Also Read: Agriculture ministry in talks to take over tomato, onion, potato scheme

Furthermore, the cultivation of tomatoes was reduced compared to the previous year due to a significant drop in prices during that period.

"Supplies are just 30% of normal as yields," said farmer Srinath Gowda, who manages 200 acres of farmland.

The monsoon has had an impact on various crops in different regions of India. States in the northern and western regions, which are significant vegetable producers, experienced rainfall that was as much as 90% above the average. On the other hand, some eastern and southern states received up to 47% less rainfall, leading to drier conditions.

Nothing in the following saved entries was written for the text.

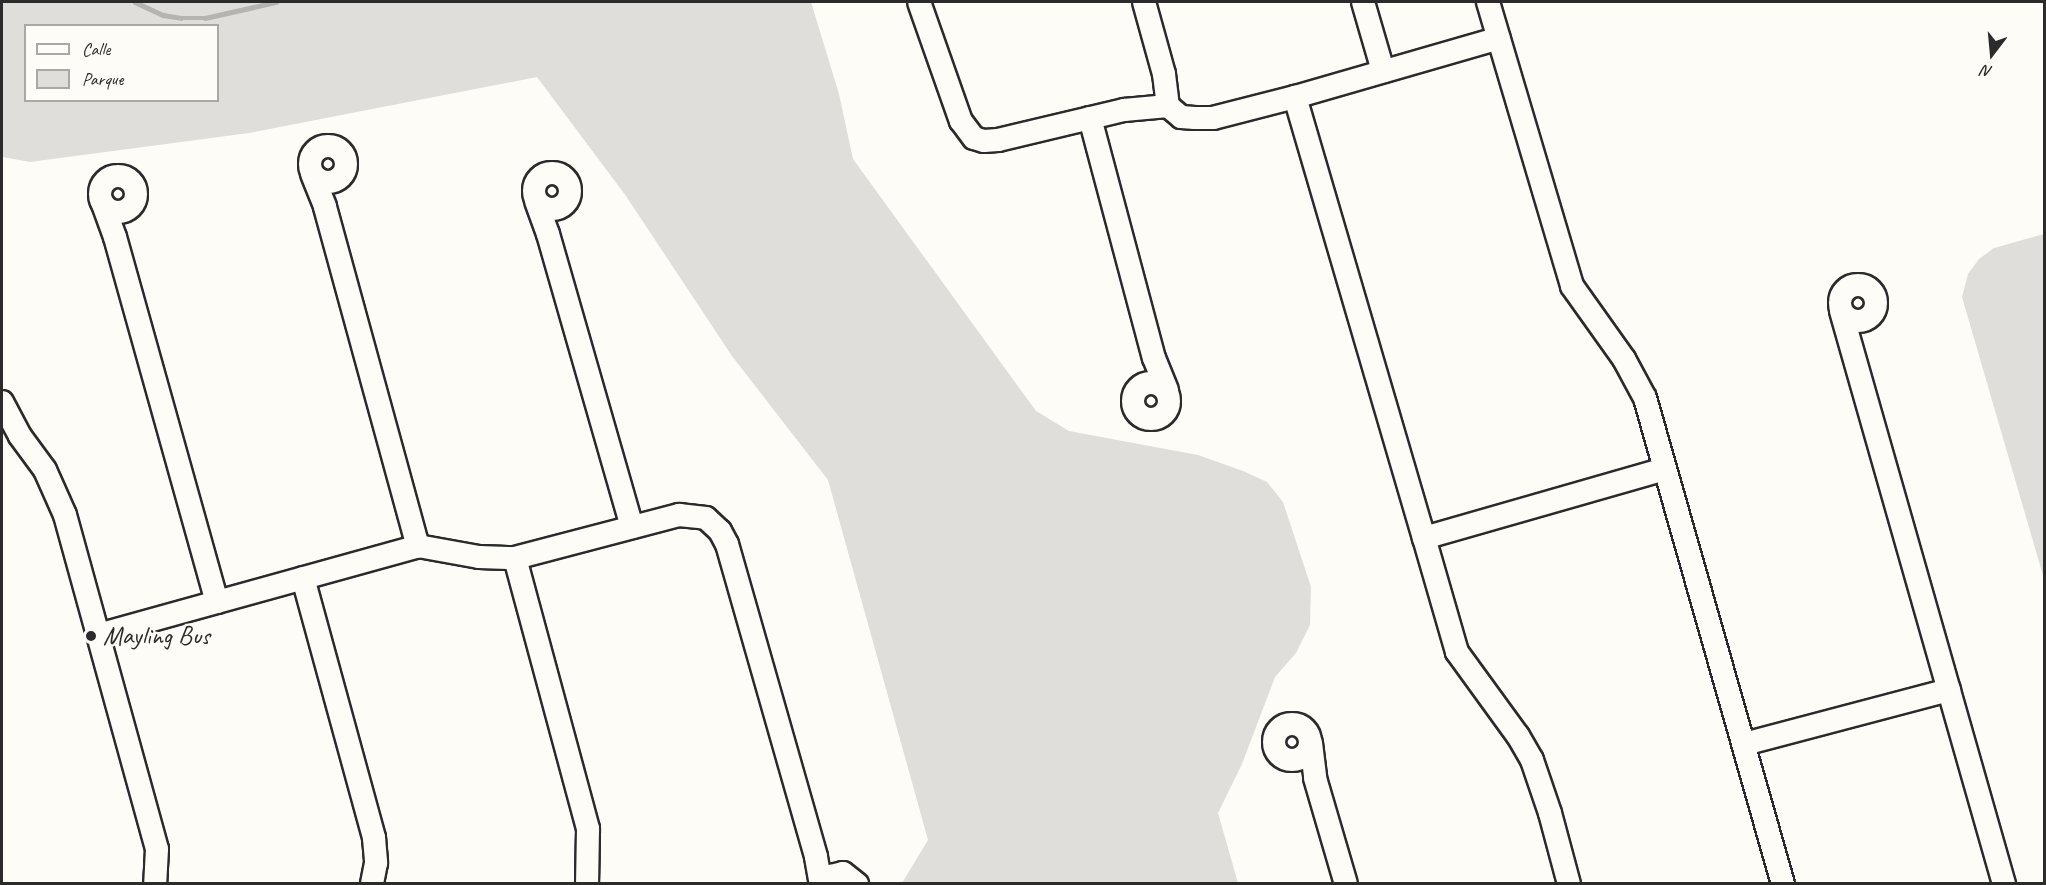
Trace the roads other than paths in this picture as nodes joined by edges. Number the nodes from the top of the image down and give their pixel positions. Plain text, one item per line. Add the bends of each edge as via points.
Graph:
1 (919, 2) edge
2 (1144, 2) edge
3 (1363, 2) edge
4 (1488, 2) edge
5 (1499, 38) junction
6 (1383, 71) junction
7 (1295, 98) junction
8 (1168, 106) junction
9 (1090, 118) junction
10 (312, 174) junction
11 (334, 181) junction
12 (536, 201) junction
13 (103, 204) junction
14 (325, 207) junction
15 (558, 209) junction
16 (124, 212) junction
17 (549, 234) junction
18 (115, 237) junction
19 (1842, 311) junction
20 (1863, 321) junction
21 (1851, 345) junction
22 (1154, 358) junction
23 (1145, 383) junction
24 (1167, 391) junction
25 (2, 402) edge
26 (1664, 469) junction
27 (632, 527) junction
28 (1424, 538) junction
29 (418, 546) junction
30 (515, 558) junction
31 (303, 578) junction
32 (217, 602) junction
33 (99, 635) junction
34 (1949, 690) junction
35 (1311, 743) junction
36 (1744, 744) junction
37 (1295, 760) junction
38 (1316, 778) junction
39 (835, 881) edge
40 (155, 884) edge
41 (372, 884) edge
42 (587, 884) edge
43 (1346, 884) edge
44 (1569, 884) edge
45 (1783, 884) edge
46 (2004, 884) edge

1 - 9 street via 961,121 974,138 998,140
2 - 8 street via 1164,74
3 - 6 street
4 - 5 street
5 - 6 street
5 - 26 street via 1563,263 1580,300 1636,378
6 - 7 street
7 - 8 street via 1213,118 1181,117
7 - 28 street
8 - 9 street via 1148,106
9 - 22 street
10 - 11 street via 322,181
10 - 11 street via 311,156 320,148 331,146 342,152 346,163 343,174
10 - 14 street
11 - 14 street
12 - 15 street via 546,208
12 - 15 street via 533,189 538,178 549,173 561,175 570,190 567,201
12 - 17 street
13 - 16 street via 112,212
13 - 16 street via 100,192 105,182 116,176 128,178 137,193 134,205
13 - 18 street
14 - 29 street
15 - 17 street via 549,224
16 - 18 street
17 - 27 street
18 - 32 street
19 - 20 street via 1850,320
19 - 20 street via 1840,299 1846,289 1857,285 1868,288 1876,297 1876,309
19 - 21 street
20 - 21 street
21 - 34 street
22 - 23 street
22 - 24 street
23 - 24 street via 1157,383
23 - 24 street via 1136,390 1133,402 1138,413 1148,419 1165,413 1170,402
25 - 33 street via 65,515
26 - 28 street
26 - 36 street
27 - 30 street
27 - 39 street via 679,514 694,514 714,524 727,544 816,856
28 - 44 street via 1456,652 1532,760 1551,813
29 - 30 street via 478,557
29 - 31 street
30 - 42 street via 588,829
31 - 32 street
31 - 41 street via 374,838 376,863
32 - 33 street
33 - 40 street via 157,849
34 - 36 street
34 - 46 street
35 - 37 street via 1306,754
35 - 37 street via 1307,731 1298,724 1286,724 1276,732 1274,744 1279,754
35 - 38 street
36 - 45 street
37 - 38 street
38 - 43 street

An official from the met department highlighted that the weather department reported that certain states faced prolonged periods of no rain, only to be hit with heavy rainfall equivalent to a month's worth in just one week.

Also Read: New crop arrivals to bring down tomato prices: Govt

Reuters reported, The supply disruptions, and the resulting higher food prices, are expected to send retail inflation higher to 6.5% in July, its highest level this year and above the Reserve Bank of India's 2% to 6% target range, HSBC economists said in a recent note. Economists now expect the RBI to keep interest rates high into mid-2024.

“Supplies should start picking up in the next few weeks from crops planted in June, but that will not be sufficient to cool prices”, said Rajendra Suryawanshi, a vegetable trader in the western city of Pune.

"Meaningful correction in prices would begin from September, and in October, we could see prices falling to a normal level," Suryawanshi said.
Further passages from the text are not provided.